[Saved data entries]
········
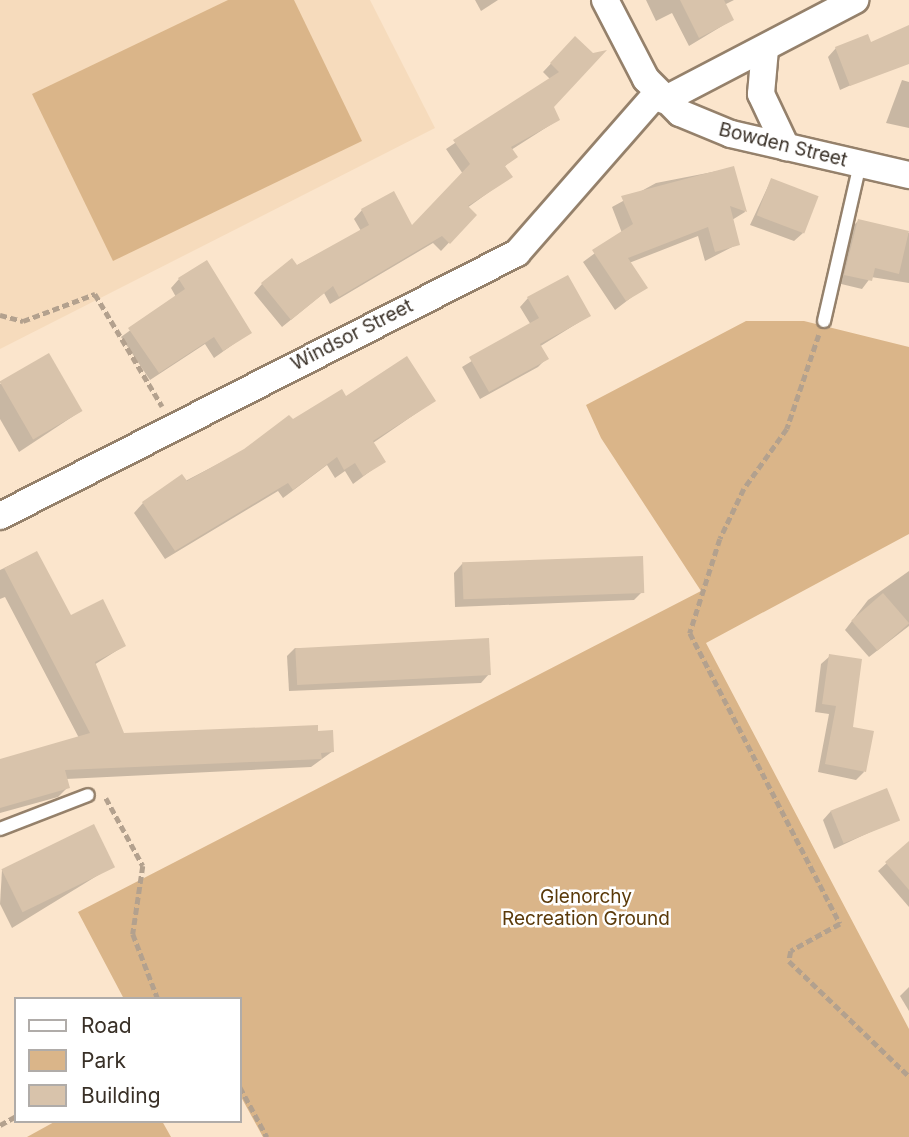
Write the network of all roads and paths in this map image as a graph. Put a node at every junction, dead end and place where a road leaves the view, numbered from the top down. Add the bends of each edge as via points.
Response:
1 (605, 0) edge
2 (855, 0) edge
3 (765, 49) junction
4 (660, 97) junction
5 (786, 146) junction
6 (860, 164) junction
7 (909, 175) edge
8 (0, 315) edge
9 (824, 321) joint
10 (173, 425) junction
11 (0, 516) edge
12 (89, 795) joint
13 (0, 830) edge
14 (157, 997) edge
15 (909, 1076) edge
16 (242, 1091) edge
17 (267, 1137) edge

1 - 4 street
2 - 3 street, Windsor Street
3 - 4 street, Windsor Street
3 - 5 street via 761,94
4 - 5 street, Bowden Street via 703,125
4 - 10 street, Windsor Street via 517,253
5 - 6 street, Bowden Street
6 - 7 street, Bowden Street
6 - 9 lane
8 - 10 path via 23,321 95,294
9 - 15 path via 787,429 744,489 719,539 690,633 840,924 791,951 789,961
10 - 11 street, Windsor Street
12 - 13 lane
12 - 14 path via 100,788 144,866 133,934
16 - 17 path

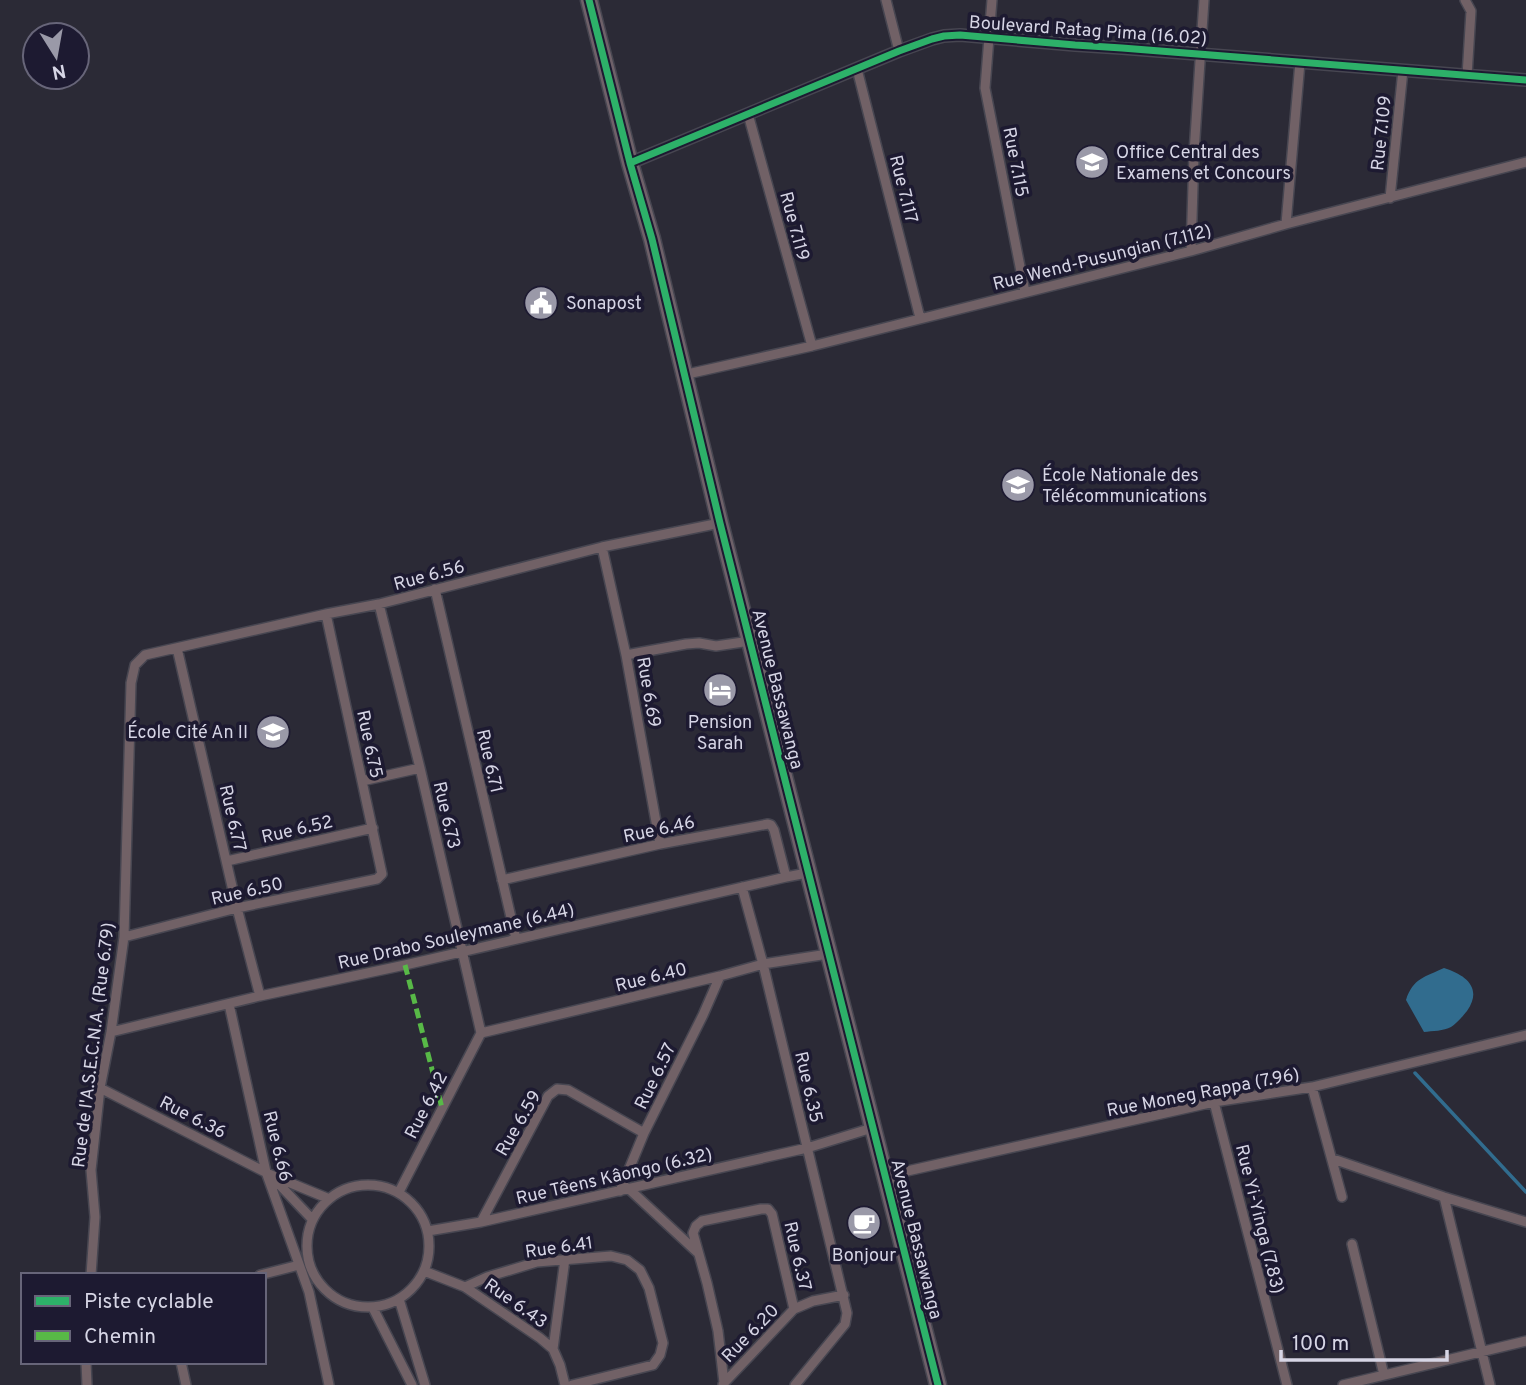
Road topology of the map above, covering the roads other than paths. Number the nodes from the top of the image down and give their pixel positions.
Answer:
········
What you need to do -> Your answer should hold exactly the lines from the one containing "Road topology of" through the end of the entries above, and nothing else.

Finished task ->
Road topology of the map above, covering the roads other than paths. Number the nodes from the top of the image down and give their pixel positions.
Answer:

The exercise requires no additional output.